BEGIN Data

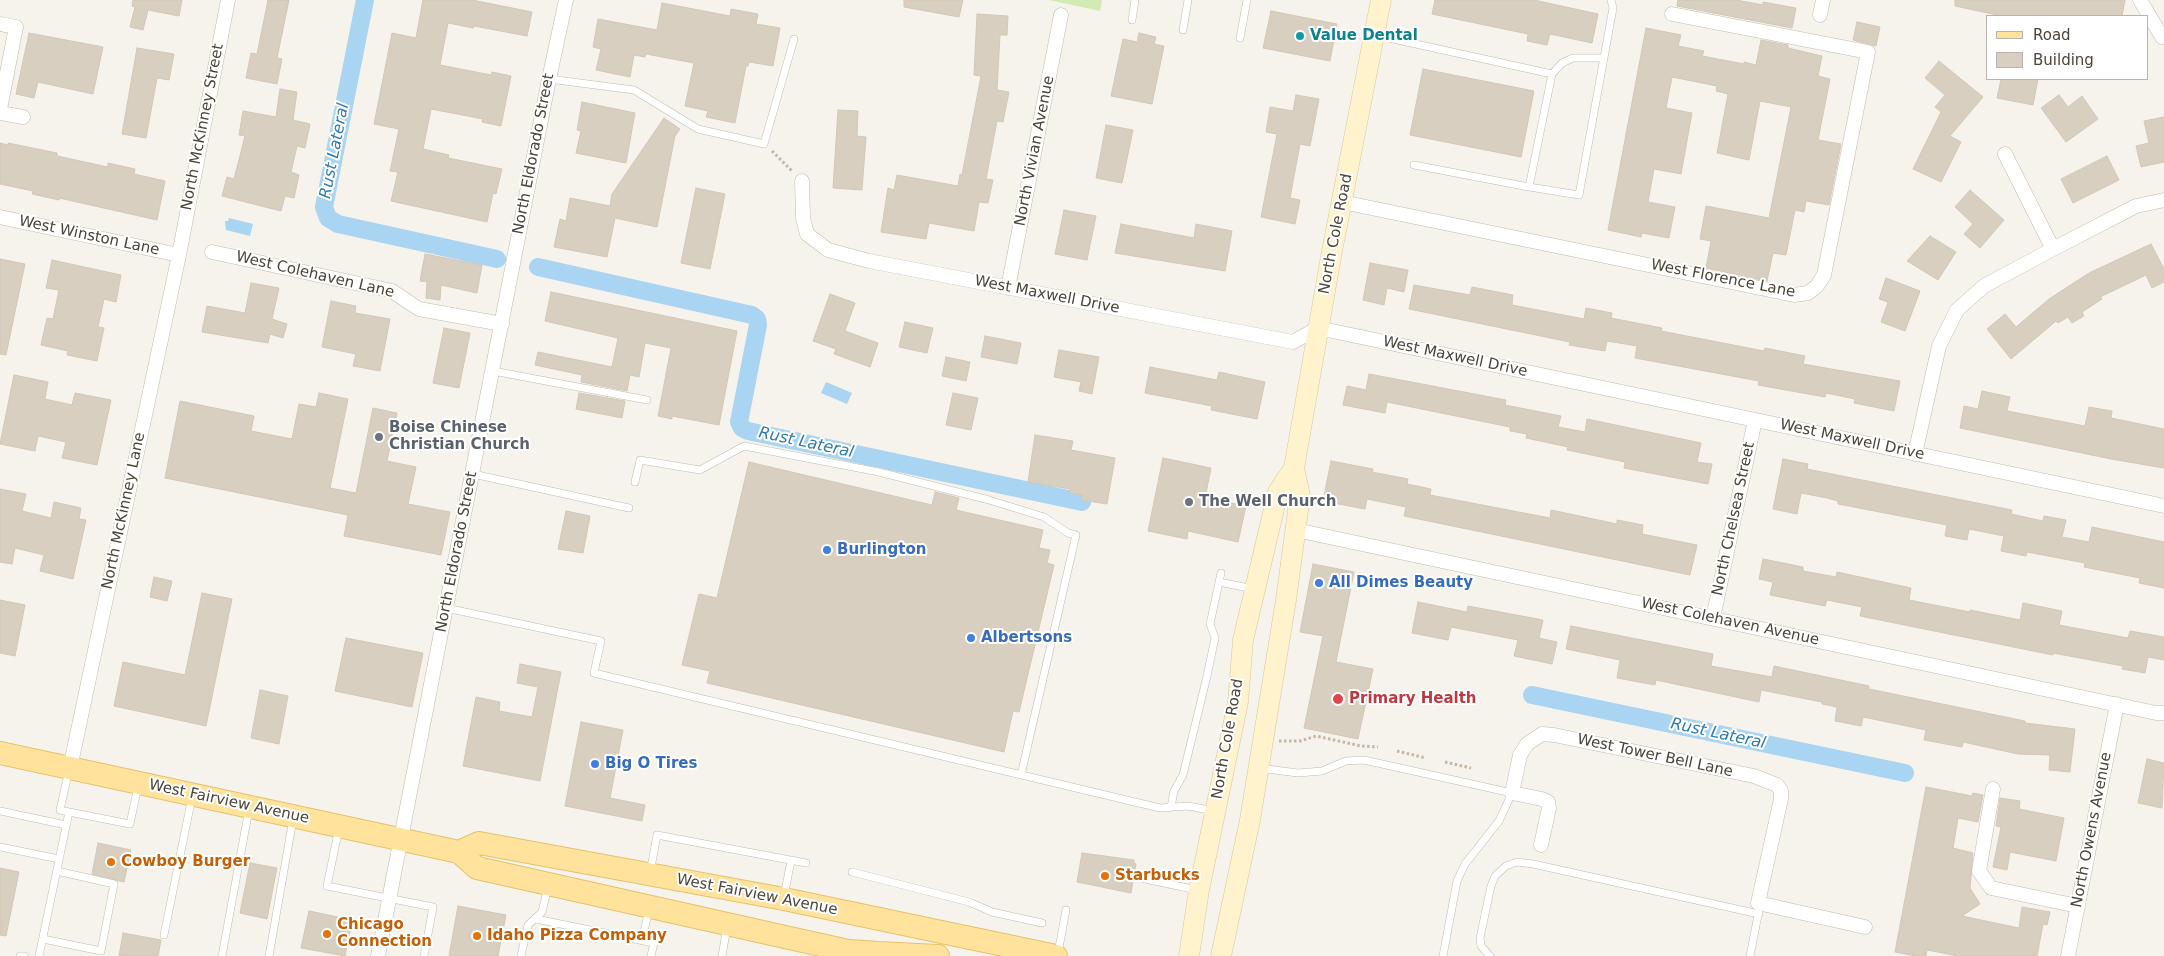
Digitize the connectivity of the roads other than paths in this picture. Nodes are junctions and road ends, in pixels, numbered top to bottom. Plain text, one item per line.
1 (228, 0) edge
2 (566, 0) edge
3 (1135, 0) edge
4 (1188, 0) edge
5 (1247, 0) edge
6 (1381, 0) edge
7 (1611, 0) edge
8 (1823, 0) edge
9 (2140, 0) edge
10 (1672, 14) dead end
11 (1061, 15) dead end
12 (1820, 15) dead end
13 (1132, 20) dead end
14 (0, 24) edge
15 (1182, 30) dead end
16 (1375, 35) junction
17 (794, 38) dead end
18 (1240, 38) dead end
19 (2163, 38) edge
20 (1604, 58) junction
21 (1552, 74) junction
22 (548, 79) junction
23 (0, 111) edge
24 (23, 118) dead end
25 (2005, 154) dead end
26 (1414, 165) dead end
27 (802, 180) road end
28 (1529, 187) junction
29 (2164, 200) edge
30 (1342, 202) junction
31 (0, 218) edge
32 (2053, 249) junction
33 (212, 252) dead end
34 (179, 255) junction
35 (1008, 288) junction
36 (502, 324) junction
37 (1318, 328) junction
38 (493, 371) junction
39 (647, 400) dead end
40 (1755, 420) junction
41 (1915, 454) junction
42 (1294, 468) junction
43 (472, 474) junction
44 (635, 482) dead end
45 (2164, 506) edge
46 (629, 508) dead end
47 (1296, 530) junction
48 (1221, 573) dead end
49 (1219, 582) junction
50 (1254, 590) junction
51 (446, 608) junction
52 (1713, 618) junction
53 (2117, 704) junction
54 (2164, 713) edge
55 (0, 753) edge
56 (70, 768) junction
57 (1259, 768) junction
58 (1021, 775) junction
59 (138, 783) junction
60 (1992, 789) dead end
61 (1512, 793) junction
62 (193, 794) junction
63 (249, 806) junction
64 (1170, 807) junction
65 (0, 811) edge
66 (1215, 811) junction
67 (69, 812) junction
68 (294, 816) junction
69 (66, 825) junction
70 (340, 826) junction
71 (401, 840) junction
72 (1540, 845) dead end
73 (0, 847) edge
74 (459, 852) junction
75 (59, 859) junction
76 (791, 860) junction
77 (806, 863) dead end
78 (56, 871) junction
79 (852, 872) dead end
80 (649, 875) junction
81 (1145, 879) dead end
82 (549, 884) junction
83 (1199, 890) junction
84 (390, 898) junction
85 (784, 900) junction
86 (649, 906) junction
87 (2078, 906) junction
88 (1759, 908) junction
89 (1066, 910) dead end
90 (536, 919) junction
91 (727, 923) junction
92 (1042, 923) dead end
93 (1866, 927) dead end
94 (164, 935) dead end
95 (43, 939) junction
96 (642, 941) junction
97 (847, 953) edge
98 (881, 955) edge
99 (20, 956) edge
100 (24, 956) edge
101 (39, 956) edge
102 (222, 956) edge
103 (269, 956) edge
104 (378, 956) edge
105 (424, 956) edge
106 (521, 956) edge
107 (651, 956) edge
108 (722, 956) edge
109 (938, 956) edge
110 (1057, 956) edge
111 (1189, 956) edge
112 (1222, 956) edge
113 (1443, 956) edge
114 (1490, 956) edge
115 (1750, 956) edge
116 (2068, 956) edge

1 - 34 street, North McKinney Street
2 - 22 street, North Eldorado Street
3 - 13 lane
4 - 15 lane
5 - 18 lane
6 - 16 main road, North Cole Road
7 - 20 lane
8 - 12 street
9 - 19 street
10 - 30 street, West Florence Lane
11 - 35 street, North Vivian Avenue
14 - 23 street
16 - 21 lane
16 - 30 main road, North Cole Road
17 - 22 lane
20 - 21 lane
20 - 28 lane
21 - 28 lane
22 - 36 street, North Eldorado Street
23 - 24 street
25 - 32 street
26 - 28 lane
27 - 35 street, West Maxwell Drive
29 - 32 street
30 - 37 main road, North Cole Road
31 - 34 street, West Winston Lane
32 - 41 street
33 - 36 street, West Colehaven Lane
34 - 56 street, North McKinney Lane
35 - 37 street, West Maxwell Drive
36 - 38 street, North Eldorado Street
37 - 40 street, West Maxwell Drive
37 - 42 main road, North Cole Road
38 - 39 lane
38 - 43 street, North Eldorado Street
40 - 41 street, West Maxwell Drive
40 - 52 street, North Chelsea Street
41 - 45 street, West Maxwell Drive
42 - 47 main road, North Cole Road
42 - 50 main road, North Cole Road
43 - 46 lane
43 - 51 street, North Eldorado Street
44 - 58 lane
47 - 52 street, West Colehaven Avenue
47 - 57 main road, North Cole Road
48 - 49 lane
49 - 50 lane
49 - 64 lane
50 - 66 main road, North Cole Road
51 - 58 lane
51 - 71 street, North Eldorado Street
52 - 53 street, West Colehaven Avenue
53 - 54 street, West Colehaven Avenue
53 - 87 street, North Owens Avenue
55 - 56 main road, West Fairview Avenue
56 - 59 main road, West Fairview Avenue
56 - 67 lane
57 - 61 lane
57 - 112 main road, North Cole Road
58 - 64 lane
59 - 62 main road, West Fairview Avenue
59 - 67 lane
60 - 87 street
61 - 72 street
61 - 88 street, West Tower Bell Lane
61 - 113 lane
62 - 63 main road, West Fairview Avenue
62 - 94 lane
63 - 68 main road, West Fairview Avenue
63 - 102 lane
64 - 66 lane
65 - 69 lane
66 - 83 main road, North Cole Road
67 - 69 lane
68 - 70 main road, West Fairview Avenue
68 - 103 lane
69 - 75 lane
70 - 71 main road, West Fairview Avenue
70 - 84 lane
71 - 74 main road, West Fairview Avenue
71 - 84 street, North Eldorado Street
73 - 75 lane
74 - 80 main road, West Fairview Avenue
74 - 82 main road, West Fairview Avenue
75 - 78 lane
76 - 77 lane
76 - 80 lane
76 - 85 lane
78 - 95 lane
78 - 95 lane
79 - 92 lane
80 - 85 main road, West Fairview Avenue
81 - 83 lane
82 - 86 main road, West Fairview Avenue
82 - 90 lane
83 - 111 main road, North Cole Road
84 - 104 street, North Eldorado Street
84 - 105 lane
85 - 110 main road, West Fairview Avenue
86 - 91 main road, West Fairview Avenue
86 - 96 lane
87 - 116 street, North Owens Avenue
88 - 93 street
88 - 114 lane
88 - 115 lane
89 - 110 lane
90 - 96 lane
90 - 106 lane
91 - 97 main road, West Fairview Avenue
91 - 108 lane
95 - 101 lane
96 - 107 lane
97 - 98 main road, West Fairview Avenue
98 - 109 main road, West Fairview Avenue
99 - 100 lane

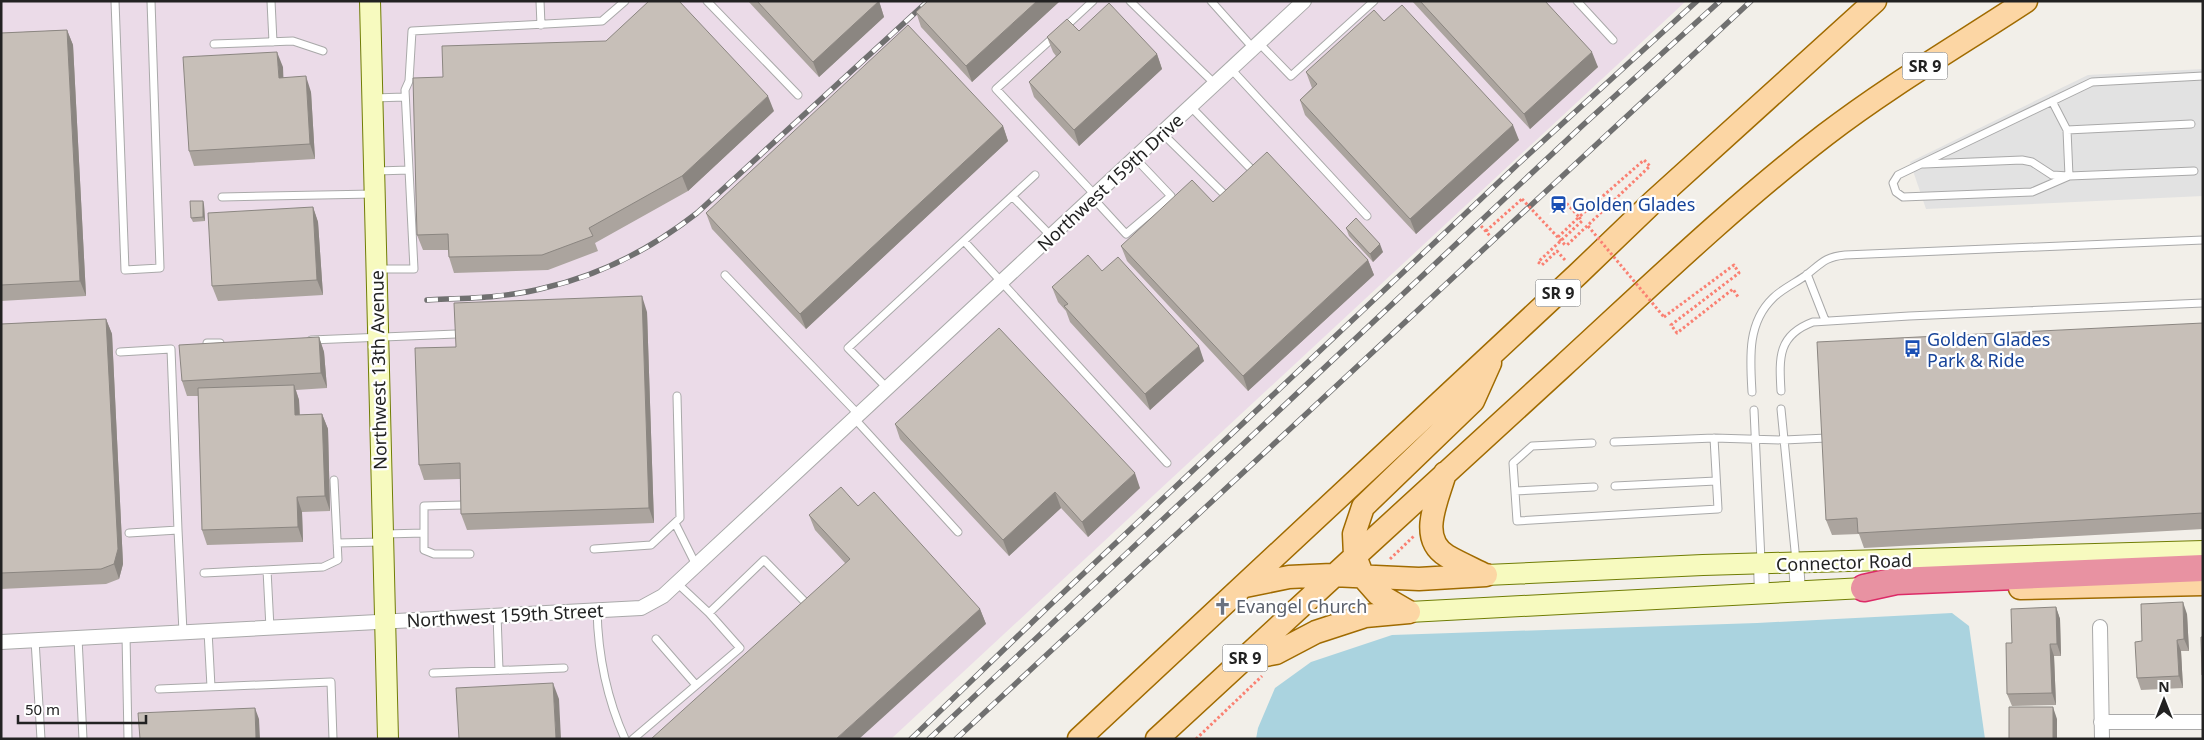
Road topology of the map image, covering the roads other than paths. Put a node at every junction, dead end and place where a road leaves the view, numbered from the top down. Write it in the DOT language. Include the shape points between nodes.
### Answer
graph roads {
  1 [pos="115,1"];
  2 [pos="151,1"];
  3 [pos="271,1"];
  4 [pos="370,1"];
  5 [pos="540,1"];
  6 [pos="625,1"];
  7 [pos="707,1"];
  8 [pos="1093,1"];
  9 [pos="1130,1"];
  10 [pos="1210,1"];
  11 [pos="1304,1"];
  12 [pos="1374,1"];
  13 [pos="1578,1"];
  14 [pos="1875,1"];
  15 [pos="2026,1"];
  16 [pos="541,24"];
  17 [pos="1613,40"];
  18 [pos="273,42"];
  19 [pos="214,44"];
  20 [pos="1256,46"];
  21 [pos="323,51"];
  22 [pos="1231,69"];
  23 [pos="2203,76"];
  24 [pos="1215,84"];
  25 [pos="798,96"];
  26 [pos="405,97"];
  27 [pos="372,98"];
  28 [pos="2052,101"];
  29 [pos="1191,107"];
  30 [pos="2192,124"];
  31 [pos="2067,130"];
  32 [pos="1162,133"];
  33 [pos="1135,158"];
  34 [pos="1922,164"];
  35 [pos="409,170"];
  36 [pos="374,171"];
  37 [pos="2194,171"];
  38 [pos="1254,172"];
  39 [pos="1035,175"];
  40 [pos="2068,176"];
  41 [pos="374,194"];
  42 [pos="1224,194"];
  43 [pos="222,197"];
  44 [pos="1013,197"];
  45 [pos="1094,197"];
  46 [pos="1367,216"];
  47 [pos="1051,236"];
  48 [pos="2203,240"];
  49 [pos="964,241"];
  50 [pos="376,269"];
  51 [pos="725,274"];
  52 [pos="1807,274"];
  53 [pos="1002,282"];
  54 [pos="2203,303"];
  55 [pos="1825,320"];
  56 [pos="456,334"];
  57 [pos="378,337"];
  58 [pos="302,340"];
  59 [pos="226,343"];
  60 [pos="207,344"];
  61 [pos="120,352"];
  62 [pos="1494,352"];
  63 [pos="916,362"];
  64 [pos="888,388"];
  65 [pos="1780,390"];
  66 [pos="1752,392"];
  67 [pos="677,396"];
  68 [pos="1781,409"];
  69 [pos="1754,410"];
  70 [pos="856,416"];
  71 [pos="1714,438"];
  72 [pos="1827,438"];
  73 [pos="1756,439"];
  74 [pos="1784,440"];
  75 [pos="1614,442"];
  76 [pos="1592,443"];
  77 [pos="1167,463"];
  78 [pos="1445,473"];
  79 [pos="334,480"];
  80 [pos="1716,481"];
  81 [pos="1614,486"];
  82 [pos="1594,487"];
  83 [pos="1515,491"];
  84 [pos="463,505"];
  85 [pos="675,522"];
  86 [pos="178,530"];
  87 [pos="958,532"];
  88 [pos="129,533"];
  89 [pos="424,533"];
  90 [pos="382,538"];
  91 [pos="337,543"];
  92 [pos="594,549"];
  93 [pos="2203,551"];
  94 [pos="470,554"];
  95 [pos="1355,556"];
  96 [pos="1796,563"];
  97 [pos="1762,564"];
  98 [pos="696,565"];
  99 [pos="2203,568"];
  100 [pos="267,570"];
  101 [pos="204,573"];
  102 [pos="1332,576"];
  103 [pos="1486,576"];
  104 [pos="1363,578"];
  105 [pos="677,582"];
  106 [pos="2203,584"];
  107 [pos="1244,586"];
  108 [pos="1864,588"];
  109 [pos="1798,591"];
  110 [pos="1762,593"];
  111 [pos="805,602"];
  112 [pos="597,610"];
  113 [pos="1409,612"];
  114 [pos="709,614"];
  115 [pos="497,615"];
  116 [pos="385,621"];
  117 [pos="2100,627"];
  118 [pos="270,628"];
  119 [pos="208,631"];
  120 [pos="183,632"];
  121 [pos="126,636"];
  122 [pos="78,638"];
  123 [pos="656,639"];
  124 [pos="35,640"];
  125 [pos="1,642"];
  126 [pos="1244,658"];
  127 [pos="564,668"];
  128 [pos="499,670"];
  129 [pos="433,673"];
  130 [pos="696,685"];
  131 [pos="212,687"];
  132 [pos="159,689"];
  133 [pos="2101,722"];
  134 [pos="2203,722"];
  135 [pos="41,739"];
  136 [pos="82,739"];
  137 [pos="128,739"];
  138 [pos="333,739"];
  139 [pos="388,739"];
  140 [pos="625,739"];
  141 [pos="633,739"];
  142 [pos="1079,739"];
  143 [pos="1157,739"];
  144 [pos="2102,739"];
  1 -- 2 [label="lane" via="125,270 160,268"];
  3 -- 18 [label="lane"];
  4 -- 27 [label="main road, Northwest 13th Avenue"];
  5 -- 16 [label="lane"];
  6 -- 16 [label="lane" via="602,21"];
  7 -- 25 [label="lane"];
  8 -- 45 [label="lane" via="996,89"];
  9 -- 24 [label="lane"];
  10 -- 20 [label="lane"];
  11 -- 20 [label="street, Northwest 159th Drive"];
  12 -- 20 [label="lane" via="1291,76"];
  13 -- 17 [label="lane"];
  14 -- 62 [label="main road, SR 9" via="1653,202"];
  15 -- 78 [label="main road, SR 9" via="1826,134 1675,263"];
  16 -- 26 [label="lane" via="412,31"];
  18 -- 19 [label="lane"];
  18 -- 21 [label="lane" via="293,41"];
  20 -- 22 [label="street, Northwest 159th Drive"];
  22 -- 24 [label="street, Northwest 159th Drive"];
  22 -- 46 [label="lane"];
  23 -- 28 [label="lane" via="2092,82"];
  24 -- 29 [label="street, Northwest 159th Drive"];
  26 -- 27 [label="lane"];
  26 -- 35 [label="lane"];
  27 -- 36 [label="main road, Northwest 13th Avenue"];
  28 -- 31 [label="lane"];
  28 -- 34 [label="lane"];
  29 -- 32 [label="street, Northwest 159th Drive"];
  29 -- 38 [label="lane"];
  30 -- 31 [label="lane"];
  31 -- 40 [label="lane"];
  32 -- 33 [label="street, Northwest 159th Drive"];
  32 -- 42 [label="lane"];
  33 -- 45 [label="street, Northwest 159th Drive"];
  33 -- 45 [label="lane" via="1171,196 1126,234"];
  34 -- 40 [label="lane" via="2022,160 2032,162 2052,175"];
  34 -- 40 [label="lane" via="1898,175 1893,183 1896,192 1903,196 2032,192"];
  35 -- 36 [label="lane"];
  35 -- 50 [label="lane" via="414,269"];
  36 -- 41 [label="main road, Northwest 13th Avenue"];
  37 -- 40 [label="lane"];
  39 -- 44 [label="lane"];
  41 -- 43 [label="lane"];
  41 -- 50 [label="main road, Northwest 13th Avenue"];
  44 -- 47 [label="lane"];
  44 -- 49 [label="lane"];
  45 -- 47 [label="street, Northwest 159th Drive"];
  47 -- 53 [label="street, Northwest 159th Drive"];
  48 -- 52 [label="lane" via="1845,255 1825,259"];
  49 -- 53 [label="lane"];
  49 -- 64 [label="lane" via="848,348"];
  50 -- 57 [label="main road, Northwest 13th Avenue"];
  51 -- 70 [label="lane"];
  52 -- 55 [label="lane"];
  52 -- 66 [label="lane" via="1774,297 1760,317 1752,337"];
  53 -- 63 [label="street, Northwest 159th Drive"];
  53 -- 77 [label="lane"];
  54 -- 55 [label="lane"];
  55 -- 65 [label="lane" via="1801,326 1791,334 1781,354"];
  56 -- 57 [label="lane"];
  57 -- 58 [label="lane"];
  57 -- 90 [label="main road, Northwest 13th Avenue"];
  59 -- 60 [label="lane"];
  61 -- 86 [label="lane" via="170,349"];
  62 -- 95 [label="main road" via="1473,401 1363,507 1354,534"];
  62 -- 107 [label="main road, SR 9"];
  63 -- 64 [label="street, Northwest 159th Street"];
  64 -- 70 [label="street, Northwest 159th Street"];
  67 -- 85 [label="lane" via="680,518"];
  68 -- 74 [label="lane"];
  69 -- 73 [label="lane"];
  70 -- 87 [label="lane"];
  70 -- 98 [label="street, Northwest 159th Street"];
  71 -- 73 [label="lane"];
  71 -- 75 [label="lane"];
  71 -- 80 [label="lane"];
  72 -- 74 [label="lane"];
  73 -- 74 [label="lane"];
  73 -- 97 [label="lane"];
  74 -- 96 [label="lane"];
  76 -- 83 [label="lane" via="1532,446 1513,463"];
  78 -- 95 [label="main road, SR 9"];
  78 -- 103 [label="main road" via="1432,517 1432,539 1436,548 1446,556"];
  79 -- 91 [label="lane"];
  80 -- 81 [label="lane"];
  80 -- 83 [label="lane" via="1718,509 1517,521"];
  82 -- 83 [label="lane"];
  84 -- 89 [label="lane" via="424,506"];
  85 -- 92 [label="lane" via="651,545"];
  85 -- 98 [label="lane"];
  86 -- 88 [label="lane"];
  86 -- 120 [label="lane"];
  89 -- 90 [label="lane"];
  89 -- 94 [label="lane" via="424,550 434,554"];
  90 -- 91 [label="lane"];
  90 -- 116 [label="main road, Northwest 13th Avenue"];
  91 -- 100 [label="lane" via="338,560 323,567"];
  93 -- 96 [label="main road, Connector Road"];
  95 -- 102 [label="main road, SR 9"];
  95 -- 104 [label="main road"];
  96 -- 97 [label="main road, Connector Road"];
  96 -- 109 [label="street"];
  97 -- 103 [label="main road, Connector Road"];
  97 -- 110 [label="street"];
  98 -- 105 [label="street, Northwest 159th Street"];
  99 -- 108 [label="highway" via="1896,581"];
  100 -- 101 [label="lane"];
  100 -- 118 [label="lane"];
  102 -- 104 [label="main road"];
  102 -- 107 [label="main road" via="1289,577"];
  102 -- 126 [label="main road, SR 9"];
  103 -- 104 [label="main road"];
  104 -- 113 [label="main road" via="1378,594"];
  105 -- 112 [label="street, Northwest 159th Street" via="663,596 641,608"];
  105 -- 114 [label="lane"];
  106 -- 108 [label="main road" via="1885,592"];
  107 -- 142 [label="main road, SR 9"];
  108 -- 109 [label="main road, Connector Road"];
  109 -- 110 [label="main road, Connector Road"];
  110 -- 113 [label="main road, Connector Road"];
  111 -- 114 [label="lane" via="764,560"];
  112 -- 115 [label="street, Northwest 159th Street"];
  112 -- 140 [label="lane" via="598,643 616,719"];
  113 -- 126 [label="main road" via="1365,616 1316,632 1276,653"];
  114 -- 130 [label="lane" via="740,648"];
  115 -- 116 [label="street, Northwest 159th Street"];
  115 -- 128 [label="lane"];
  116 -- 118 [label="street, Northwest 159th Street"];
  116 -- 139 [label="main road, Northwest 13th Avenue"];
  117 -- 133 [label="street"];
  118 -- 119 [label="street, Northwest 159th Street"];
  119 -- 120 [label="street, Northwest 159th Street"];
  119 -- 131 [label="lane"];
  120 -- 121 [label="street, Northwest 159th Street"];
  121 -- 122 [label="street, Northwest 159th Street"];
  121 -- 137 [label="lane"];
  122 -- 124 [label="street, Northwest 159th Street"];
  122 -- 136 [label="lane"];
  123 -- 130 [label="lane"];
  124 -- 125 [label="street, Northwest 159th Street"];
  124 -- 135 [label="lane"];
  126 -- 143 [label="main road, SR 9"];
  127 -- 128 [label="lane"];
  128 -- 129 [label="lane"];
  130 -- 141 [label="lane"];
  131 -- 132 [label="lane"];
  131 -- 138 [label="lane" via="331,682"];
  133 -- 134 [label="street"];
  133 -- 144 [label="street"];
}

END Data

### What the task asks
What is needed is the number of lines in the data that hold the word "numbered", and nothing more.

### Task solution
2